The highest score by an England batsman on day one of an Ashes campaign for more than a century.
And, with almost six months until he celebrates his 25th birthday, a very real chance to overtake his current skipper as the England player with the most Test centuries before reaching that milestone – he now has seven to Cook’s nine.
Not even a day book-ended by three wickets in the first and four in the final session could shake the enduring view that Australia’s bowling had been altogether too wayward in between the bursts of menace.
True to trade, Hazlewood was the tidiest of the attack and was the man to whom Clarke turned with perhaps the greatest hope during the day.
Starc, who looked to suffer a bout of stiffness to his right knee and was off the field for the last half hour, had periods when he was virtually unplayable amid spells when he had Haddin sprawling about like a goalkeeper.
Watch the full highlights from day one of the first Ashes Test, with Joe Root starring and Josh Hazlewood the ikc of the bowlers for the visitors (Australia only video)
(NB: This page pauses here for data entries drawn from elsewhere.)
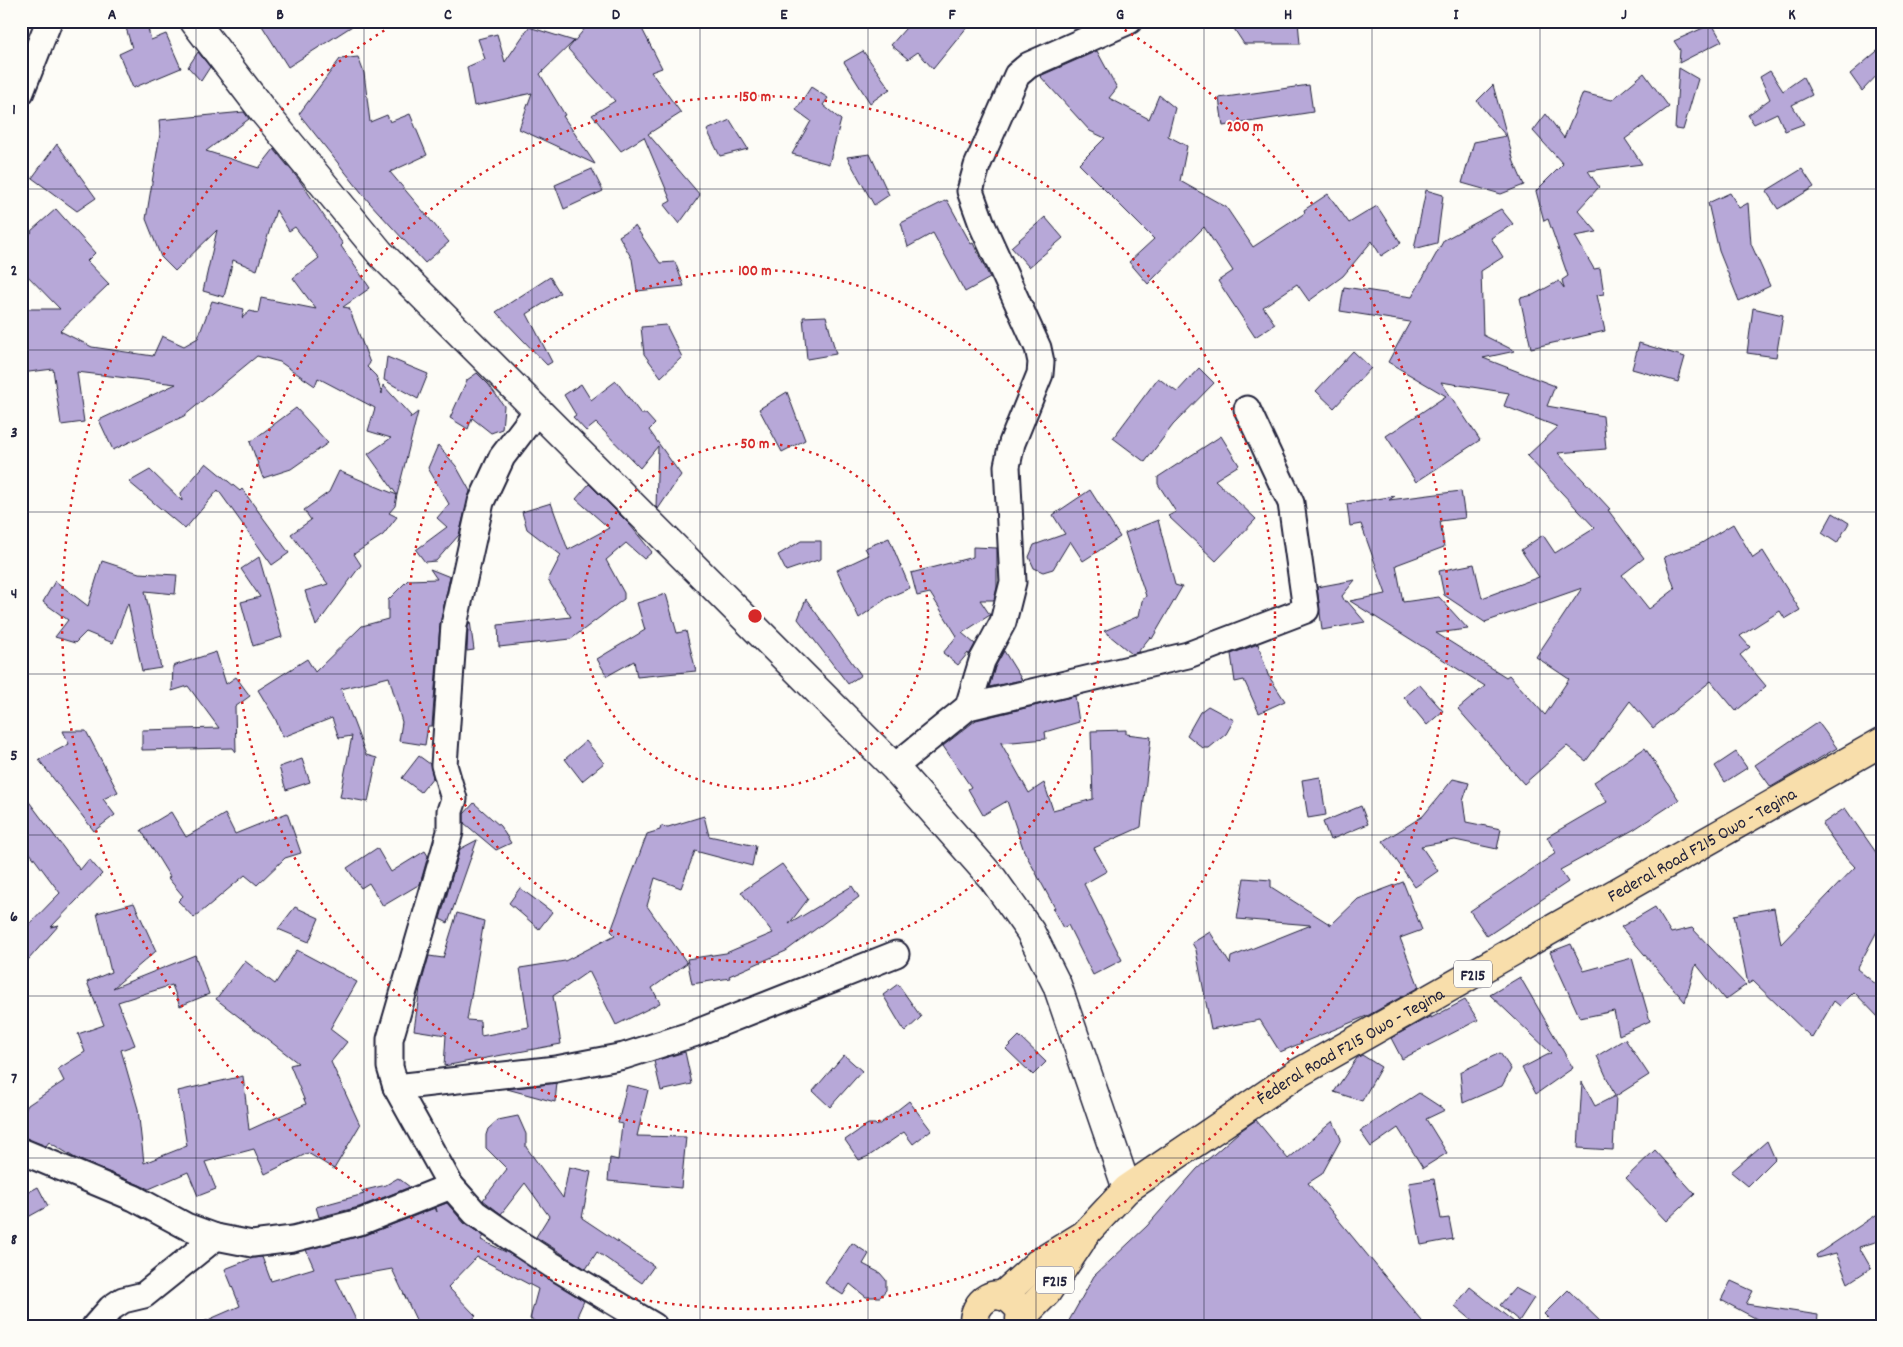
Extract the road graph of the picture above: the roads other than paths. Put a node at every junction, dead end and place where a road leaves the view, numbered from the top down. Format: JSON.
{"nodes":[{"id":1,"x":49,"y":21,"type":"edge"},
{"id":2,"x":194,"y":21,"type":"edge"},
{"id":3,"x":1129,"y":21,"type":"edge"},
{"id":4,"x":21,"y":92,"type":"edge"},
{"id":5,"x":1247,"y":409,"type":"dead end"},
{"id":6,"x":537,"y":411,"type":"junction"},
{"id":7,"x":968,"y":707,"type":"junction"},
{"id":8,"x":1882,"y":742,"type":"edge"},
{"id":9,"x":894,"y":767,"type":"junction"},
{"id":10,"x":896,"y":954,"type":"dead end"},
{"id":11,"x":396,"y":1087,"type":"junction"},
{"id":12,"x":21,"y":1151,"type":"edge"},
{"id":13,"x":451,"y":1186,"type":"junction"},
{"id":14,"x":1127,"y":1189,"type":"junction"},
{"id":15,"x":1084,"y":1235,"type":"junction"},
{"id":16,"x":216,"y":1237,"type":"junction"},
{"id":17,"x":1002,"y":1296,"type":"junction"},
{"id":18,"x":1019,"y":1322,"type":"edge"},
{"id":19,"x":968,"y":1323,"type":"edge"},
{"id":20,"x":95,"y":1326,"type":"edge"},
{"id":21,"x":654,"y":1326,"type":"edge"}],
"edges":[{"from":1,"to":4,"type":"street"},
{"from":2,"to":6,"type":"main road"},
{"from":3,"to":7,"type":"street"},
{"from":5,"to":7,"type":"street"},
{"from":6,"to":9,"type":"main road"},
{"from":6,"to":11,"type":"street"},
{"from":7,"to":9,"type":"street"},
{"from":8,"to":14,"type":"main road","name":"Federal Road F215 Owo - Tegina","number":"F215"},
{"from":9,"to":14,"type":"main road"},
{"from":10,"to":11,"type":"street"},
{"from":11,"to":13,"type":"street"},
{"from":12,"to":16,"type":"street"},
{"from":13,"to":16,"type":"street"},
{"from":13,"to":21,"type":"street"},
{"from":14,"to":15,"type":"main road","name":"Federal Road F215 Owo - Tegina","number":"F215"},
{"from":15,"to":17,"type":"main road","name":"Federal Road F215 Owo - Tegina","number":"F215"},
{"from":15,"to":18,"type":"main road","number":"F215"},
{"from":16,"to":20,"type":"street"},
{"from":17,"to":18,"type":"main road","number":"F215"},
{"from":17,"to":19,"type":"main road","name":"Federal Road F215 Owo - Tegina","number":"F215"}]}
While Johnson bowled with undoubted pace and aggression although that was noticeably mitigated by the pace of the pitch.
And Clarke, following an inspired opening hour when his early introduction of Lyon yielded the key scalp of Cook and the return to Starc brought two more in quick succession, sas understandably displeased with some of the bowling that didn’t allow him to build pressure.
Indeed, as Root and Ballance - and later Ben Stokes who belted a quick half-century – launched their counter-attack, the Australia captain carried the air of a driver endlessly pushing buttons on a car radio at the start of a long road trip unable to find a station that pleased him.
Bowlers were wrangled in spells of two or three stints with Starc employed in almost 10 separate spells, and even David Warner was tried with the ball for just the third time in Test matches stretching back more than two years.
The only bowling option not explored as Clarke wrung the changes was legspinner Steve Smith.
At day’s end, England’s 7-343 was not as daunting as it occasionally threatened.
But from Australia’s viewpoint, nor was it as lean as it should have been.